Open tender or negotiated tender? Initially China Railway Construction Ltd (CRCL) had tied up with IJM Corporation Bhd to bid for the tender to build the 4.2km Gurney Drive-Lebuhraya Tun Dr Lim Chong Eu coastal bypass.
It seems like it failed to get the project and was subsequently asked to regroup with others and eventually rewarded the mega project. Is this the right practice?
Why VST were rejected when they were the original group that submitted its proposal to build all four projects with a asking price of RM6.6 billion and a land swap deal of 171.3 acres?
It seems like Consortium Zenith BUCG Sdn Bhd was formed during the post tender negotiation. It was asked to accept the deal with four projects including the undersea tunnel for RM6.3 billion and a land swap deal of 110 acres.
This was reported in malaysiadaily as follows:
Its director, Datuk Zarul Ahmad Zulkifli said the state government was presently giving BUCG a ‘hard time‘ since the contract that has yet to be signed, is subject to terms and conditions.
“Seriously, where can you get four projects including the undersea tunnel for RM6.3 billion? We had no information as to the amount our competitors had set for the projects. We had to dig and search (for information).”
The consortium might not know the asking price of VST, but the state government had forced it to accept the pre-arranged deal to defeat VST!
Negotiations should not just be seen as a process of selecting the lowest-priced, compliant bid.
Post-tender negotiations should be considered an important part of a purchasing strategy in all government procurement. Some key principles should prevail:
1. Equal opportunity for tenderers
Once the tender is closed the procurement team makes an initial assessment and selects the best bids to make up a short-list. These short-listed tenderers are selected on the basis that they satisfy mandatory and desirable criteria and offer acceptable solutions. Once the best bids have been selected, or short-listed, it is essential that the equality of opportunity these tenderers (or preferred bidders) is maintained throughout the post-tender negotiations. This can be achieved by ensuring that the following occurs:
if any changes to the requirements are made (which do not substantially alter the specification) then all short-listed tenderers are given the same information and have the same opportunity to revise their offer; and
the same general questions and propositions are put to all short-listed tenderers (e.g. the opportunity to improve the solution tendered and/or reduce the costs in a last and final offer)
In this process questions of clarification from particular tenders can be answered.
2. Competitive negotiations
When post-tender negotiations are being made at the same time with two or more short-listed tenderers, it can become a competitive process and such a situation should be viewed as a purchasing strategy that provides benefits to both buyer and seller.
Usually such competitive negotiations are only done in high value ($) and/or large and complex purchases. This technique maintains a competitive market situation between the tenderers during the tender evaluation process and post-tender negotiations and one which places the purchaser in a good position to negotiate on price and terms. Although lower costs can be a likely outcome of post-tender negotiations, there are more issues to consider than just obtaining a lower price.
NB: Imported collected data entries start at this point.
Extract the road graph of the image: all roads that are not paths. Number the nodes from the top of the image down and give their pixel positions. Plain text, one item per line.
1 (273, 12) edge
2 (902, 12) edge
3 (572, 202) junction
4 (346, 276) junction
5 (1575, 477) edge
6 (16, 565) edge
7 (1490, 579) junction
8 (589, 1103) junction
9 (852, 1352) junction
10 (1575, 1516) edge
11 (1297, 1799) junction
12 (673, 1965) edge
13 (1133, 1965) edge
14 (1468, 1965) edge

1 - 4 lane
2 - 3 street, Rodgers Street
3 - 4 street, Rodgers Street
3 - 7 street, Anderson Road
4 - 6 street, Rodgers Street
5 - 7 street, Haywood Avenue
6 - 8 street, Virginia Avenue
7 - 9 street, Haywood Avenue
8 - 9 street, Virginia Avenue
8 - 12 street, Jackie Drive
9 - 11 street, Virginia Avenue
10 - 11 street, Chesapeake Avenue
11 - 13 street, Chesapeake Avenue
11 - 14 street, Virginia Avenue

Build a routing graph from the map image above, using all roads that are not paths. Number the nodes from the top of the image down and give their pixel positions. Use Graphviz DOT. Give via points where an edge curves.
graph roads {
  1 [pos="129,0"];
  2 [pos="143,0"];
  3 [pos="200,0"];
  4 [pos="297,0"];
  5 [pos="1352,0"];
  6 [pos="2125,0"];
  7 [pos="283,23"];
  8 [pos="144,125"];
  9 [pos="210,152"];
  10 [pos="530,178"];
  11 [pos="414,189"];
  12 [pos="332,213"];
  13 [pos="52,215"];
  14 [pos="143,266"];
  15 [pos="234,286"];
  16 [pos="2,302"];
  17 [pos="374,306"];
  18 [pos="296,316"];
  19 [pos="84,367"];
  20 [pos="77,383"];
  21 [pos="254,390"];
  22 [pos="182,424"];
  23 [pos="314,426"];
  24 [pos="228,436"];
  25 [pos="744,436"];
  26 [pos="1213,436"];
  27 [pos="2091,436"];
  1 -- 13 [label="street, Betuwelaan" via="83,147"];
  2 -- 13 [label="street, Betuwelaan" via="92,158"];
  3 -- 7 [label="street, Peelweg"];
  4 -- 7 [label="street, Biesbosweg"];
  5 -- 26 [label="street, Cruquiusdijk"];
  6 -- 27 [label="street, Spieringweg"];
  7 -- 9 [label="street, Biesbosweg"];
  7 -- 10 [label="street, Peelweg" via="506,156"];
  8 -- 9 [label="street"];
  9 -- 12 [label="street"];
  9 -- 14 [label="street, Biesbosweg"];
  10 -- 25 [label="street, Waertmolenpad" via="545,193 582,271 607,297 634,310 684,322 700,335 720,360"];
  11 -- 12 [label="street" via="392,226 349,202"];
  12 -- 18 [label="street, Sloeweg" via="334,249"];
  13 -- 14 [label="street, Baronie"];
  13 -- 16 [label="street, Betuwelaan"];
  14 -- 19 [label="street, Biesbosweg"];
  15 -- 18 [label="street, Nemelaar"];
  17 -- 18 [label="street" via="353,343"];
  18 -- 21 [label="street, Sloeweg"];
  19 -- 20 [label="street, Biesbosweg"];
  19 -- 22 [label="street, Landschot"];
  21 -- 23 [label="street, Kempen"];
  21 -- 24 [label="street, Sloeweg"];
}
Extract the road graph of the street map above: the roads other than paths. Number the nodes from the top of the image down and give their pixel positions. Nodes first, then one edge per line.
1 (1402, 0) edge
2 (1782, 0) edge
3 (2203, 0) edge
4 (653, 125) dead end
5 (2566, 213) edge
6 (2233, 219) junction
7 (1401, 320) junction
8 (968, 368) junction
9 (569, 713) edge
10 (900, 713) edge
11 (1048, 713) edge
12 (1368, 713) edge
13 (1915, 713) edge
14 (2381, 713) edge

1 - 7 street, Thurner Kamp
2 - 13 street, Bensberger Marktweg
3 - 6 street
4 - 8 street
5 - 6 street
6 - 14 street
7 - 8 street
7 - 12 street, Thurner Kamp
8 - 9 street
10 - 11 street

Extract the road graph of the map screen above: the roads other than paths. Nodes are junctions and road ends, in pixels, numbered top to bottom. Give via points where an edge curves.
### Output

3. The ethical and probity challenges
Post-tender negotiations can raise serious ethical issues that arise when government officers engage with the commercial market, often referred to as probity. These challenges can be addressed through carrying out tender processes in an open, transparent and fair manner throughout the whole procurement cycle and ensuring all tenderers have the access to the same opportunities and information.
There are a number of ways probity can be achieved (as listed below)
Good record keeping
Clear evaluation criteria
Impartial and fair supplier relationships (open meetings and transparency in specification changes)
Planned approach to negotiations and detailed negotiation guidelines
Professional and objective price negotiations
Trained and experienced negotiators
Guan Eng’s administration is seem to be guilty of fixing the deal and denied VST Cemerlang with China State Corporation a fair opportunity for a fair and no favor competition for tender.
The RM6.3 billion and a land swap deal of 110 acres is not significant compared to the RM6.6 billion and a land swap deal of 171.3 acres asked by VST.
This forced deal was designed to give the opportunity to BUCG. Guan Eng has made a mockery on open tender, equal opportunity, competitive negotiations.
The deal has raised serious ethical issues that arise when government officers engage with the commercial market by asking Consortium Zenith and BUCG to accept a pre-fixed lower deal to defeat VST, often referred to as probity.
The tender processes is not conducted in an open, transparent and fair manner throughout the whole procurement cycle that ensures all tenderers have the access to the same opportunities and information.
It is time to report this case to MACC to put Guan Eng on trial in a court of law to answer for this strange and illogical arrangement.